That suggests that the election is going to be a choice — and that merely being an acceptable alternative to a failed incumbent won’t be enough for the Republicans to win the White House.

If the election is close in Colorado, according to public and internal polls in the summer of 2012, and Obama feels confident that he will eke out a victory in the state, then Colorado could be a soft hold. In other words, while still a battleground state, Obama’s campaign efforts and resources will focus elsewhere on tougher holds where possibly more electoral votes are at stake.

If Colorado becomes a dead heat, then Obama will likely view the state’s 9 electoral votes as a hard hold, a symbolic state (where he was nominated and where Democrats have enjoyed successes even while losing elsewhere) that will see a return of the Obama campaign full-press seen in 2008.

It is clear that Obama would like to solidify his position in battleground states he took from Republicans in 2008, shoring up his position by ensuring his opponent, Romney or any other candidate, is “destroyed.”

Democrats know that in a state like Colorado with weakening party affiliation vis-a-vis increasing numbers of “independent” voters that a choice election like the Bennet/Buck 2010 battle may be their only hope for recapturing certain voter blocs, such as urban single women, that they appealed to in last year’s U.S. Senate race. They rode the “extremist” label they gave Buck to a small victory after the GOP candidate lead for weeks heading up to the election. Those following the crosstabs in the polls noted that Buck faltered over the month of October, losing support quickly among independents and women.

Women voters outnumber men in the vast majority of Colorado counties and in every single one of the 11 most populous up and down the Front Range.

This type of choice election–”I’m bad but the other candidate is worse”–will likely cause Colorado voters to feel deja vu all over again once the Obama campaign hits the airwaves. The question is, can the GOP candidate force the referendum onto the incumbent, maintain message discipline, and avoid fatal, self-inflicted gaffes? Will Colorado voters buy the Democrats’ argument again in 2012?

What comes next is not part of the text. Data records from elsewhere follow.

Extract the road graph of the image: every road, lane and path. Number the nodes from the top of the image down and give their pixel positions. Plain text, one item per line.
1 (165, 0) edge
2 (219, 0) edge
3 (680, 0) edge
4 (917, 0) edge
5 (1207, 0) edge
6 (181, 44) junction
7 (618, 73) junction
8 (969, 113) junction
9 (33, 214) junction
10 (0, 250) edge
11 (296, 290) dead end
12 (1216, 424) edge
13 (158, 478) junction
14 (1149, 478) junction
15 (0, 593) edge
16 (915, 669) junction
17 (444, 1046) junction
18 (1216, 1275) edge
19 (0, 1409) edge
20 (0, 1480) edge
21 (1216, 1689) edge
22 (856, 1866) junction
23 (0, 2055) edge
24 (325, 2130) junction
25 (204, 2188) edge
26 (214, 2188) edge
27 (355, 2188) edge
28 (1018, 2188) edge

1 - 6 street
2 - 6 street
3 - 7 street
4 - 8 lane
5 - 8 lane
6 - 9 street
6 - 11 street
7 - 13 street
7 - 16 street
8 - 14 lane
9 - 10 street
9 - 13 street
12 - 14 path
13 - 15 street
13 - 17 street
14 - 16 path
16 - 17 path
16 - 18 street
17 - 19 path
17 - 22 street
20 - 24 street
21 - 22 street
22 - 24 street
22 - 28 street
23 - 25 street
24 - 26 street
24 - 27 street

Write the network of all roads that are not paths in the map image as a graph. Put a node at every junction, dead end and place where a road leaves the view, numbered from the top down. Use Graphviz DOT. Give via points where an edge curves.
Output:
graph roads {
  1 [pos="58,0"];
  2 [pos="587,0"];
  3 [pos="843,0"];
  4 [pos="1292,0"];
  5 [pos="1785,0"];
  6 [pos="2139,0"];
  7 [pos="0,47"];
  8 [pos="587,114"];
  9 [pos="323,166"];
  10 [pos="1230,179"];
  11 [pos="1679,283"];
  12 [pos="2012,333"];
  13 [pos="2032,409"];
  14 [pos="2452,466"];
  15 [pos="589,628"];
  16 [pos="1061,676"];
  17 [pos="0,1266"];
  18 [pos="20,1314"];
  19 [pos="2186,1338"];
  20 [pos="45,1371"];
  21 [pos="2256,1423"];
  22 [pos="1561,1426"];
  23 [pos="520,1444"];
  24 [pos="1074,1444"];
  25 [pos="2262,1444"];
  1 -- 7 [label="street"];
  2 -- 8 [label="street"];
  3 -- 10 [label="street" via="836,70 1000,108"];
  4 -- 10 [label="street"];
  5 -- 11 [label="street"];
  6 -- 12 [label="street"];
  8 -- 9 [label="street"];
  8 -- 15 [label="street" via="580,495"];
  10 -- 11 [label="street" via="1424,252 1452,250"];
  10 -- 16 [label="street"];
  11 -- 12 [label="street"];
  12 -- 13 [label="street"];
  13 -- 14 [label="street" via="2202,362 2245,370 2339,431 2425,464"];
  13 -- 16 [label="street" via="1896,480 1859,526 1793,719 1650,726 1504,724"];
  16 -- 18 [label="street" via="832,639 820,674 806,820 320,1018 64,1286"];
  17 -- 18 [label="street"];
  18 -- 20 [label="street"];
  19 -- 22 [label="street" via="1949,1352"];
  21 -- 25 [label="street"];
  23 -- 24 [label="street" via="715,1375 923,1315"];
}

It’s hard to tell from one flawed poll. Expect there to be an expensive effort to find out.

Comments

  1.   Chris
      August 10th, 2011 @ 7:44 pm

    I mentioned this on last night’s post about this poll, but Gallup’s approval numbers really are much more instructive than this one deeply flawed poll. PPP’s polling suggests that Pennsylvania and Nevada will be very difficult to hold for Obama, while Colorado and Nevada will be much easier holds. That doesn’t comport with history, common sense, or polling. Gallup’s polling predictably showed Obama’s approval numbers in Colorado near the worst among other “swing states.” I think that is more determinative than a Democratic poll weighted to make Obama’s prospects here better than they really are.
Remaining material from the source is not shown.